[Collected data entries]
▼

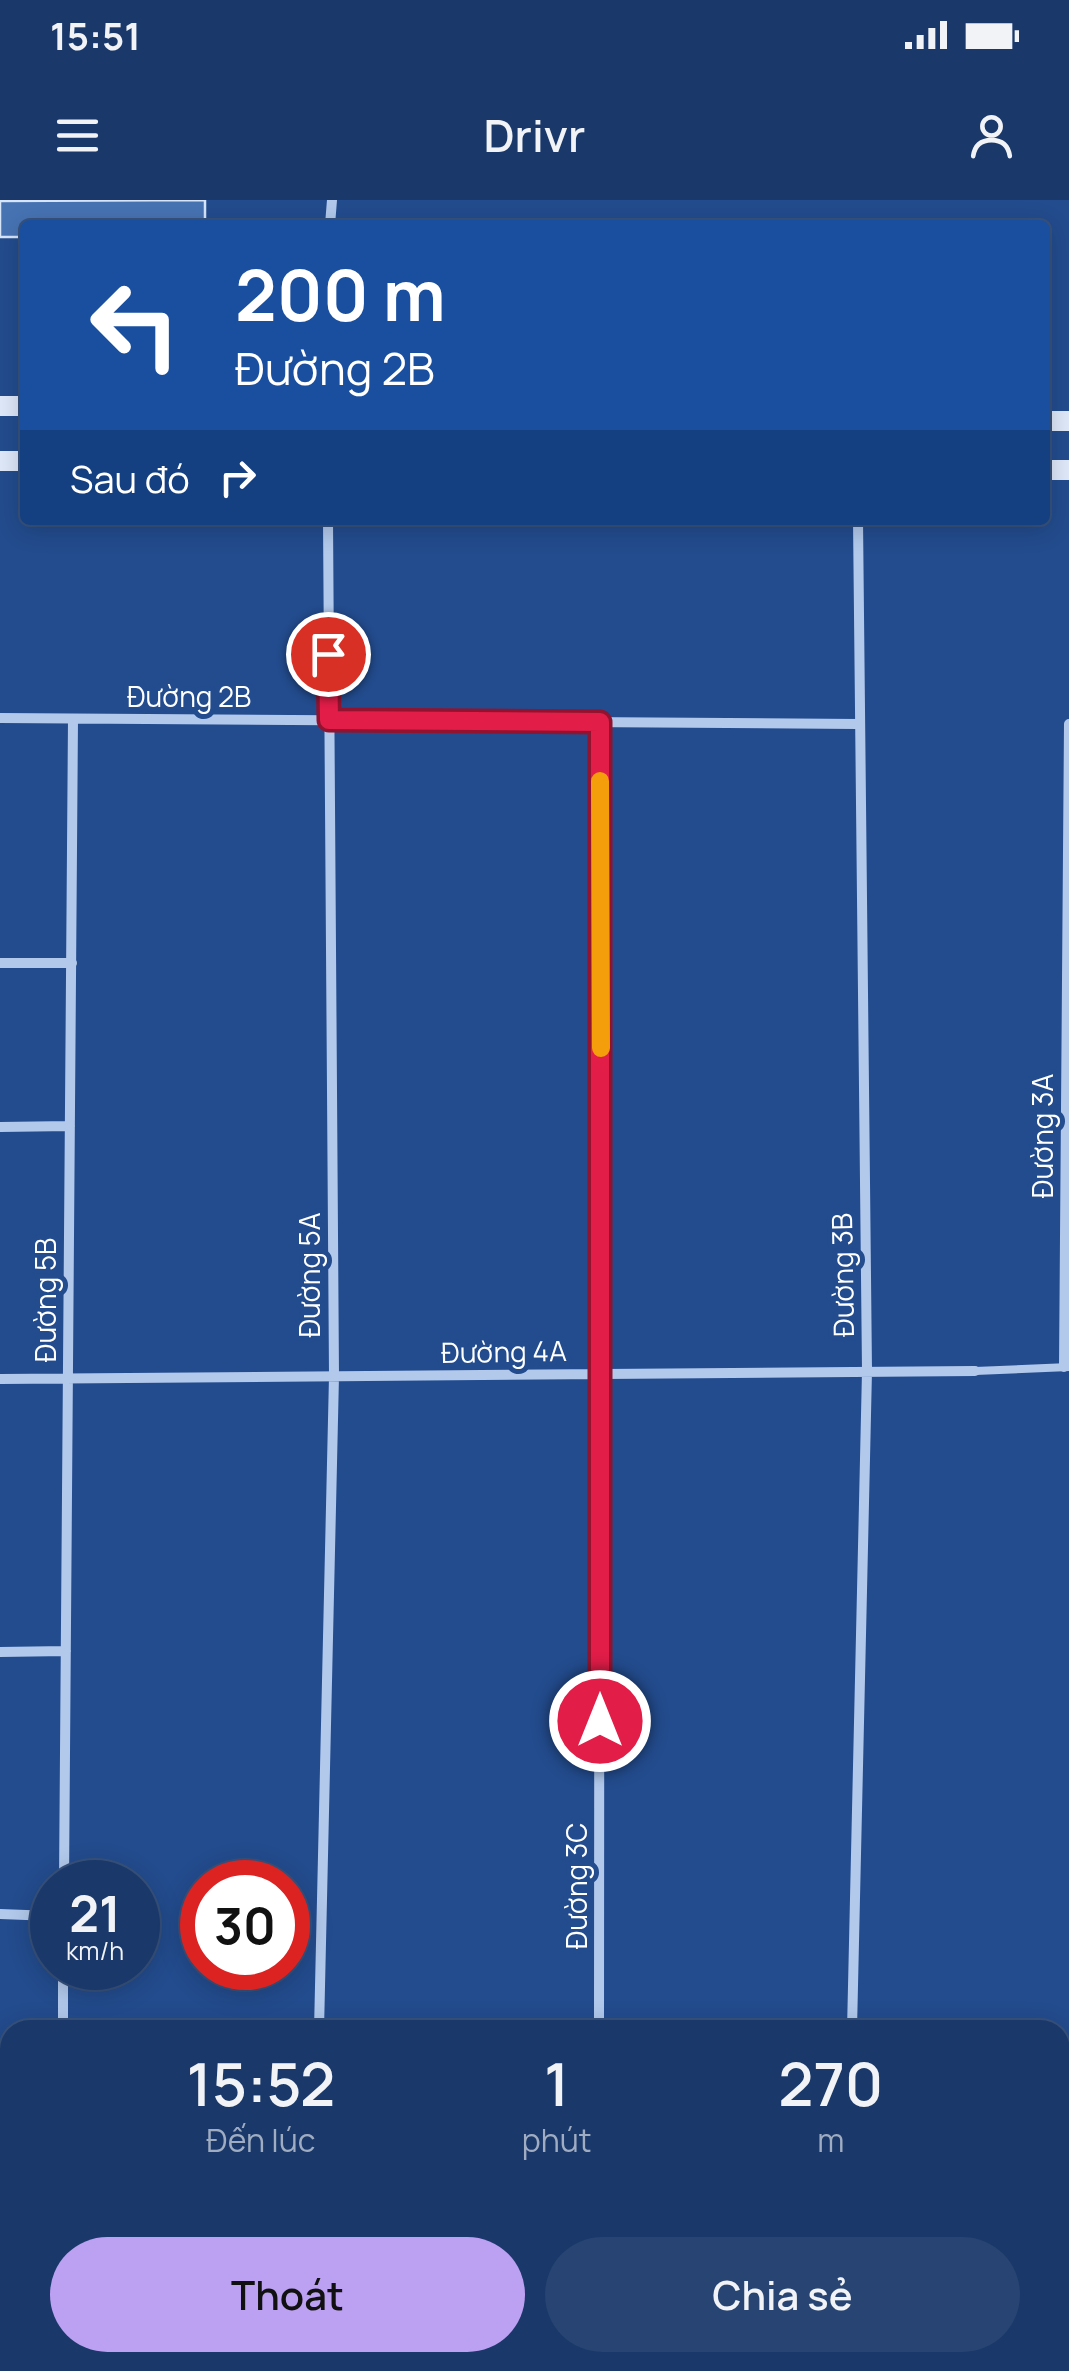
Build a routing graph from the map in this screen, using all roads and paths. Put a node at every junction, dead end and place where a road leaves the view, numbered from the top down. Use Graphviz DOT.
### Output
graph roads {
  1 [pos="328,525"];
  2 [pos="858,525"];
  3 [pos="0,718"];
  4 [pos="73,719"];
  5 [pos="329,720"];
  6 [pos="600,722"];
  7 [pos="858,724"];
  8 [pos="1069,728"];
  9 [pos="0,963"];
  10 [pos="72,964"];
  11 [pos="0,1126"];
  12 [pos="70,1126"];
  13 [pos="1067,1367"];
  14 [pos="975,1370"];
  15 [pos="867,1371"];
  16 [pos="602,1374"];
  17 [pos="334,1376"];
  18 [pos="68,1378"];
  19 [pos="0,1379"];
  20 [pos="66,1651"];
  21 [pos="0,1652"];
  22 [pos="64,1860"];
  23 [pos="0,1914"];
  24 [pos="30,1915"];
  25 [pos="63,1990"];
  26 [pos="62,2020"];
  27 [pos="319,2020"];
  28 [pos="599,2020"];
  29 [pos="852,2020"];
  1 -- 5 [label="street, Đường 5A"];
  2 -- 7 [label="street, Đường 3B"];
  3 -- 4 [label="street, Đường 2B"];
  4 -- 5 [label="street, Đường 2B"];
  4 -- 10 [label="street, Đường 5B"];
  5 -- 6 [label="street, Đường 2B"];
  5 -- 17 [label="street, Đường 5A"];
  6 -- 7 [label="street, Đường 2B"];
  6 -- 16 [label="street, Đường 3C"];
  7 -- 15 [label="street, Đường 3B"];
  8 -- 13 [label="street, Đường 3A"];
  9 -- 10 [label="street"];
  10 -- 12 [label="street, Đường 5B"];
  11 -- 12 [label="street"];
  12 -- 18 [label="street, Đường 5B"];
  13 -- 14 [label="lane, Đường 4A"];
  14 -- 15 [label="street, Đường 4A"];
  15 -- 16 [label="street, Đường 4A"];
  15 -- 29 [label="street, Đường 3B"];
  16 -- 17 [label="street, Đường 4A"];
  16 -- 28 [label="street, Đường 3C"];
  17 -- 18 [label="street, Đường 4A"];
  17 -- 27 [label="street, Đường 5A"];
  18 -- 19 [label="street, Đường 4A"];
  18 -- 20 [label="street, Đường 5B"];
  20 -- 21 [label="street"];
  20 -- 22 [label="street, Đường 5B"];
  23 -- 24 [label="street"];
  25 -- 26 [label="street"];
}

▲

- EXERCISE OBJECTIVE: Reproduce the data above exactly, leaving each picture out.

- SOLUTION BELOW:
Build a routing graph from the map in this screen, using all roads and paths. Put a node at every junction, dead end and place where a road leaves the view, numbered from the top down. Use Graphviz DOT.
### Output
graph roads {
  1 [pos="328,525"];
  2 [pos="858,525"];
  3 [pos="0,718"];
  4 [pos="73,719"];
  5 [pos="329,720"];
  6 [pos="600,722"];
  7 [pos="858,724"];
  8 [pos="1069,728"];
  9 [pos="0,963"];
  10 [pos="72,964"];
  11 [pos="0,1126"];
  12 [pos="70,1126"];
  13 [pos="1067,1367"];
  14 [pos="975,1370"];
  15 [pos="867,1371"];
  16 [pos="602,1374"];
  17 [pos="334,1376"];
  18 [pos="68,1378"];
  19 [pos="0,1379"];
  20 [pos="66,1651"];
  21 [pos="0,1652"];
  22 [pos="64,1860"];
  23 [pos="0,1914"];
  24 [pos="30,1915"];
  25 [pos="63,1990"];
  26 [pos="62,2020"];
  27 [pos="319,2020"];
  28 [pos="599,2020"];
  29 [pos="852,2020"];
  1 -- 5 [label="street, Đường 5A"];
  2 -- 7 [label="street, Đường 3B"];
  3 -- 4 [label="street, Đường 2B"];
  4 -- 5 [label="street, Đường 2B"];
  4 -- 10 [label="street, Đường 5B"];
  5 -- 6 [label="street, Đường 2B"];
  5 -- 17 [label="street, Đường 5A"];
  6 -- 7 [label="street, Đường 2B"];
  6 -- 16 [label="street, Đường 3C"];
  7 -- 15 [label="street, Đường 3B"];
  8 -- 13 [label="street, Đường 3A"];
  9 -- 10 [label="street"];
  10 -- 12 [label="street, Đường 5B"];
  11 -- 12 [label="street"];
  12 -- 18 [label="street, Đường 5B"];
  13 -- 14 [label="lane, Đường 4A"];
  14 -- 15 [label="street, Đường 4A"];
  15 -- 16 [label="street, Đường 4A"];
  15 -- 29 [label="street, Đường 3B"];
  16 -- 17 [label="street, Đường 4A"];
  16 -- 28 [label="street, Đường 3C"];
  17 -- 18 [label="street, Đường 4A"];
  17 -- 27 [label="street, Đường 5A"];
  18 -- 19 [label="street, Đường 4A"];
  18 -- 20 [label="street, Đường 5B"];
  20 -- 21 [label="street"];
  20 -- 22 [label="street, Đường 5B"];
  23 -- 24 [label="street"];
  25 -- 26 [label="street"];
}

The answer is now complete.